_Task item:_ Please say how many lines of the listing hold "screen", with no other words in the answer.

_Given data:_
•••••
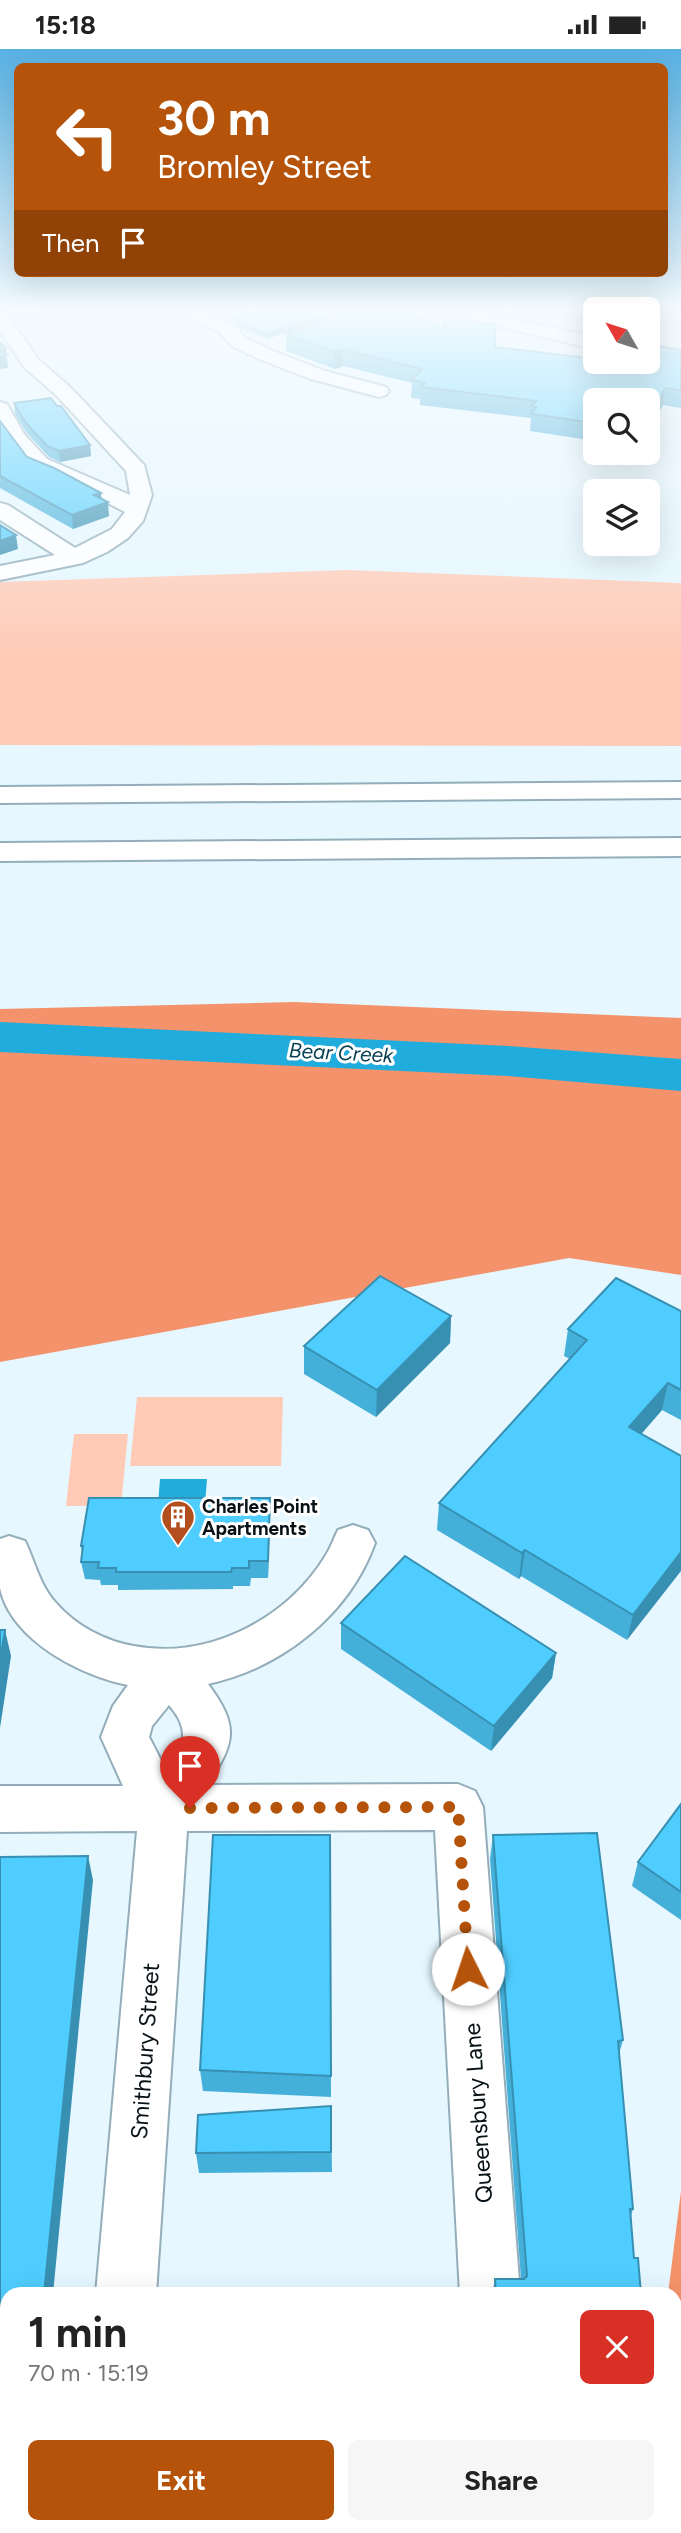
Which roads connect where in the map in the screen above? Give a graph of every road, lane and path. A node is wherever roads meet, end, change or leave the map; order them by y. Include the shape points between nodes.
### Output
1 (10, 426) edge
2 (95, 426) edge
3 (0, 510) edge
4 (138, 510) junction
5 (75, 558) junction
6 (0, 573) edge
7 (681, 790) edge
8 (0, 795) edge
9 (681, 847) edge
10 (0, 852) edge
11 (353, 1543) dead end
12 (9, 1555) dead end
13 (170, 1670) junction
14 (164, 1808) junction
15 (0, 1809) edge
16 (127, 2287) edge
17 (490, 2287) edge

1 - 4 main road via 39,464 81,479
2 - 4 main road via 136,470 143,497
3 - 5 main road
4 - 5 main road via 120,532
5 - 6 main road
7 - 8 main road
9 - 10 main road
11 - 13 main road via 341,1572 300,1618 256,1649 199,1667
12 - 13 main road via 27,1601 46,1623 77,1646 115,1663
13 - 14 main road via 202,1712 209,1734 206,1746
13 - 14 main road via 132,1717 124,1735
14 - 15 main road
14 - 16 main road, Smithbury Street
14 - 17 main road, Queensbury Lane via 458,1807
•••••
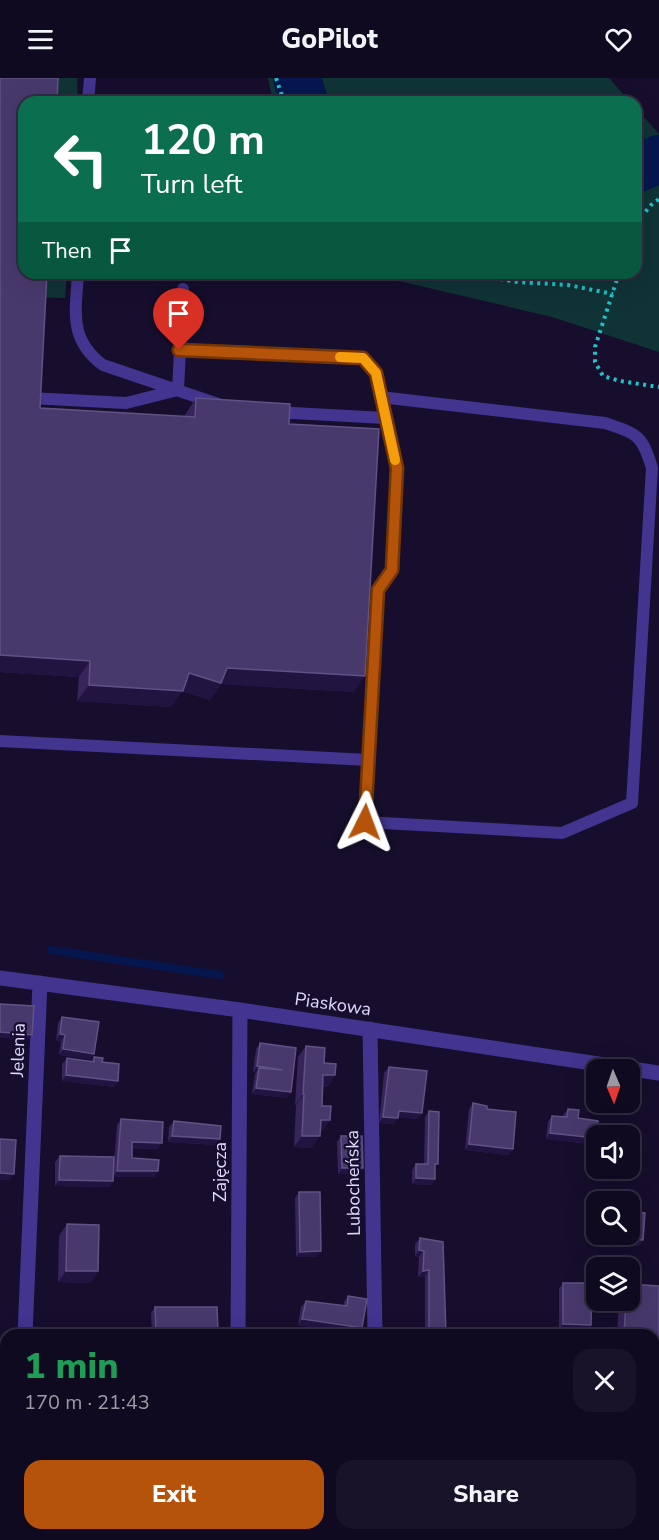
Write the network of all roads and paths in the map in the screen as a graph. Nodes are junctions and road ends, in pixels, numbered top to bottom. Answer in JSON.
•••••
_Reply:_ 2